§ The data:
:::

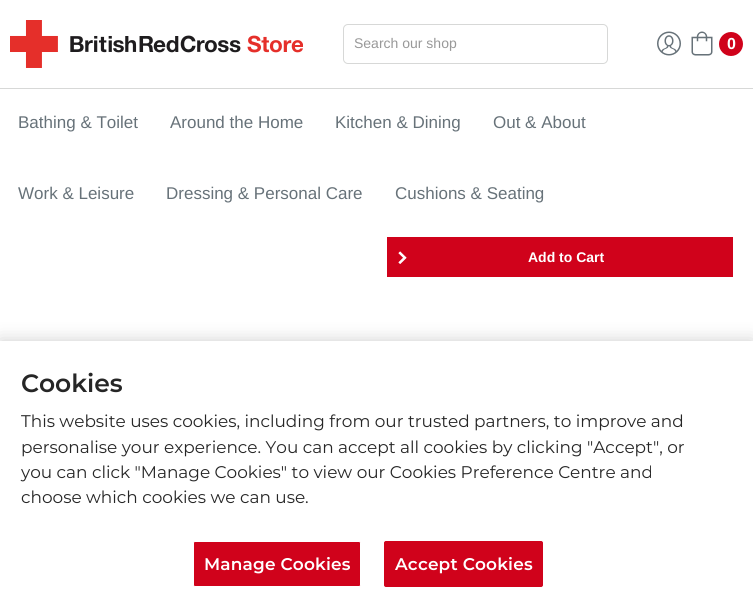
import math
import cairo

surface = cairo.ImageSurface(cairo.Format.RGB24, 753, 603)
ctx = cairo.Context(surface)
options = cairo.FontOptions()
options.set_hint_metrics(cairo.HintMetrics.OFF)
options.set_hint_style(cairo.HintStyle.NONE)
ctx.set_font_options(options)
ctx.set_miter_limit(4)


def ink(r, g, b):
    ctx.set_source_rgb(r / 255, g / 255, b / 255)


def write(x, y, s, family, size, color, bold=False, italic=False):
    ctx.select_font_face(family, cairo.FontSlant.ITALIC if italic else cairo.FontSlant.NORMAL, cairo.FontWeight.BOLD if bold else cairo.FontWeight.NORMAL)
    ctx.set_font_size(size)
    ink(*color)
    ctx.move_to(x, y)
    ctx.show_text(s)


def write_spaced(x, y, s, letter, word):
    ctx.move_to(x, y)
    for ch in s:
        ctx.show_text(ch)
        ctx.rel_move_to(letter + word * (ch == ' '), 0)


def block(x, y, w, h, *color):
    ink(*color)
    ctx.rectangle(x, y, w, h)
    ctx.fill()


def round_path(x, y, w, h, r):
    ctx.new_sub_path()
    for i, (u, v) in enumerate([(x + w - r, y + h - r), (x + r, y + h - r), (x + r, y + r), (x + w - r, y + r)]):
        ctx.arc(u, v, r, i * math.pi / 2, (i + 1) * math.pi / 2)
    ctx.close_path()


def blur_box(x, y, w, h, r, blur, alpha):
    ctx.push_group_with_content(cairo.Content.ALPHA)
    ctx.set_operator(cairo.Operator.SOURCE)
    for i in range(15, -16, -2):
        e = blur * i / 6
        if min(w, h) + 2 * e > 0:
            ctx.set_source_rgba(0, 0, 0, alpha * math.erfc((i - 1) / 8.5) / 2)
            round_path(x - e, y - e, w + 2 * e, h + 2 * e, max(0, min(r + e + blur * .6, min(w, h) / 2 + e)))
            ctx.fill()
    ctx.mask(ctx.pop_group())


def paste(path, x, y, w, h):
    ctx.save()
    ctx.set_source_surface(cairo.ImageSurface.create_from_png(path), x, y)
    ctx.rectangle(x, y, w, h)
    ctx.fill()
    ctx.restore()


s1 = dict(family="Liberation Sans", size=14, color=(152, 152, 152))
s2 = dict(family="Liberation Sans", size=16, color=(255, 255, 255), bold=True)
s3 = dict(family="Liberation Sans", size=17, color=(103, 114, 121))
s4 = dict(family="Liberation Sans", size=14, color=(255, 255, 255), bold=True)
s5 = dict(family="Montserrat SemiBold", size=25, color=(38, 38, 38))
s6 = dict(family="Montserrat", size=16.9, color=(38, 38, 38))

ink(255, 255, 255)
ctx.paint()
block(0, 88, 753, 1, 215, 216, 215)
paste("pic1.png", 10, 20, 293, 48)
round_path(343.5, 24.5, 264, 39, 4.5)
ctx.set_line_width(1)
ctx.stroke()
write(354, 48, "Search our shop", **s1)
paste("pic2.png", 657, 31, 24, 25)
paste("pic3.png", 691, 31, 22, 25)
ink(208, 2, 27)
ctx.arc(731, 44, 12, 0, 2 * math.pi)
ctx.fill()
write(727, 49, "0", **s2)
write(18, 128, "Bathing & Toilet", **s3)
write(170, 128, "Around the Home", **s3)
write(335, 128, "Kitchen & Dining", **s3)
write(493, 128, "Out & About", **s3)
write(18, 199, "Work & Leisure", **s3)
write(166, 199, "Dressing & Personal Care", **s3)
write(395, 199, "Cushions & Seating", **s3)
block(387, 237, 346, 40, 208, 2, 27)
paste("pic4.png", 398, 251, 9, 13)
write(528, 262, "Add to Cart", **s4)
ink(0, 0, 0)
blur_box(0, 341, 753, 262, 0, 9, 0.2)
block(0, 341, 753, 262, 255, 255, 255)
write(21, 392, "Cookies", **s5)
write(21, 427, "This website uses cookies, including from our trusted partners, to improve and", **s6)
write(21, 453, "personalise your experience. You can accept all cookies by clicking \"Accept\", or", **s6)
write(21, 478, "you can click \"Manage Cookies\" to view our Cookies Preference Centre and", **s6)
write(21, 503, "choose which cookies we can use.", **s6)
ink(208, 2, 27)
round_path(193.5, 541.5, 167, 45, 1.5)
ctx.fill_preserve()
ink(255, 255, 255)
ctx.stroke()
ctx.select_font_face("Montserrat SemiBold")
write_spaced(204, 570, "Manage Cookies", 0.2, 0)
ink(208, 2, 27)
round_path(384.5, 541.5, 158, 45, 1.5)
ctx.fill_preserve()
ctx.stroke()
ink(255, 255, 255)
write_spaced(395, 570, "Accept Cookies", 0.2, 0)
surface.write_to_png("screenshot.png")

:::

§ Activity:
Find the string "cairo" in the material above, and report every line where it occurs.

§ Answer for this exercise:
import cairo
surface = cairo.ImageSurface(cairo.Format.RGB24, 753, 603)
ctx = cairo.Context(surface)
options = cairo.FontOptions()
options.set_hint_metrics(cairo.HintMetrics.OFF)
options.set_hint_style(cairo.HintStyle.NONE)
    ctx.select_font_face(family, cairo.FontSlant.ITALIC if italic else cairo.FontSlant.NORMAL, cairo.FontWeight.BOLD if bold else cairo.FontWeight.NORMAL)
    ctx.push_group_with_content(cairo.Content.ALPHA)
    ctx.set_operator(cairo.Operator.SOURCE)
    ctx.set_source_surface(cairo.ImageSurface.create_from_png(path), x, y)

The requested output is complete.